The lessons learned by the SLSA community in creating this integrity could be useful to the Software Package Data Exchange (SPDX), an open standard for representation of SBOMs. The SPDX SBOM community is currently coming together to determine processes for integrity and signing of SBOM data. On top of that, it has kicked off its Canonicalization Committee to write a specification for a canonical serialization format for SPDX 3.0 data, which will be important for specifying how to verify signed documents. Another SBOM standard, CycloneDX, is also tackling this problem with its features around its authenticity, and provenance use cases. We believe that the SBOM community would benefit from drawing on the same tooling and practices as used for SLSA provenance: Sigstore (for OIDC-based ephemeral signing and transparency logs) and in-toto (for metadata format). These tools help to solve the problem of storing and distributing the metadata documents that need to accompany artifacts, and would help build the trust that users need in SBOMs.

Simplicity

Adopting SLSA concepts could also simplify the tooling updates needed to generate SBOMs. Enabling SBOM for all software being produced is a difficult problem since it requires integration with all tooling that produces software, such as compilers, packagers and builders. Many of these tools are maintained by volunteer open source communities who would need to update their tools to not only describe their process in an SBOM, but also retrieve and relay SBOMs of all their inputs.

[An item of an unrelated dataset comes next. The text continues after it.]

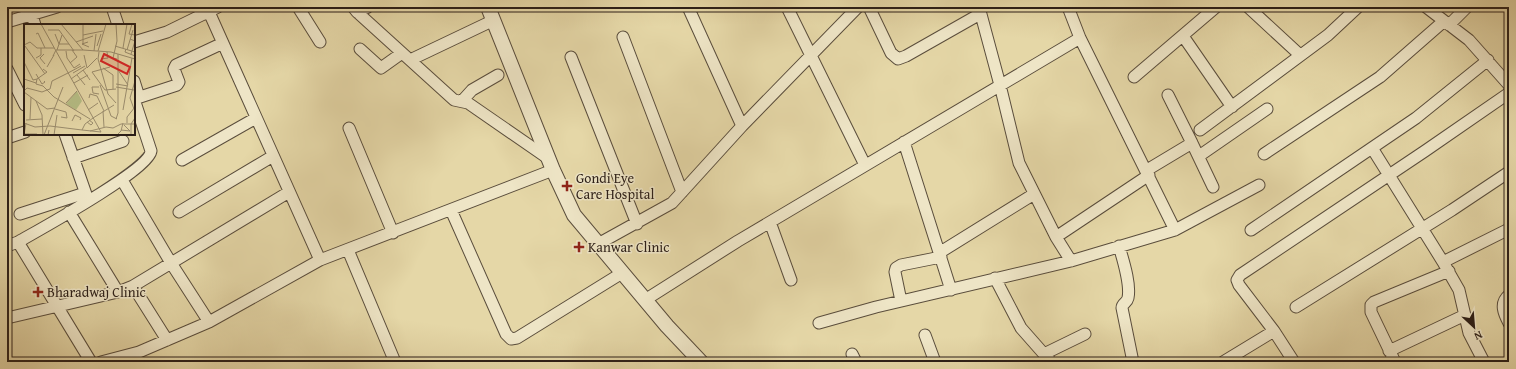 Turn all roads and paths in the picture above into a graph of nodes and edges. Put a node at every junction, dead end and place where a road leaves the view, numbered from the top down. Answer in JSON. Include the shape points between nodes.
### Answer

Using SLSA’s approach to keep track of build metadata, though, means a tool would need only to generate a partial SBOM describing its own process to produce the software. One could then use the SLSA build metadata as “glue” to combine the appropriate partial SBOMs (“composable” SBOMs) into a complete and accurate SBOM for any given software. This would remove an enormous burden from build tool implementers, driving faster adoption of SBOM.

Collaboration

As both SLSA and SBOM are adopted more widely, they face many of the same challenges: scaling, tooling for widespread adoption across multiple ecosystems, and a desire to comply with executive order requirements. The SLSA and SBOM communities should join forces to work on these shared challenges, saving duplicate effort and time. Sharing resources and ideas can only lead to better solutions for both communities.

SLSA and SBOM—both the communities and the security concepts—will become stronger by working synergistically than either approach or community could in isolation. We look forward to seeing the results of these two communities coming together to achieve better vulnerability management and a safer supply chain for all software users.

This is a guest post. The views expressed are not official positions of the SLSA community or any parent organization. The author has requested and incorporated reviewer feedback whenever possible, but the opinions presented are the author’s alone.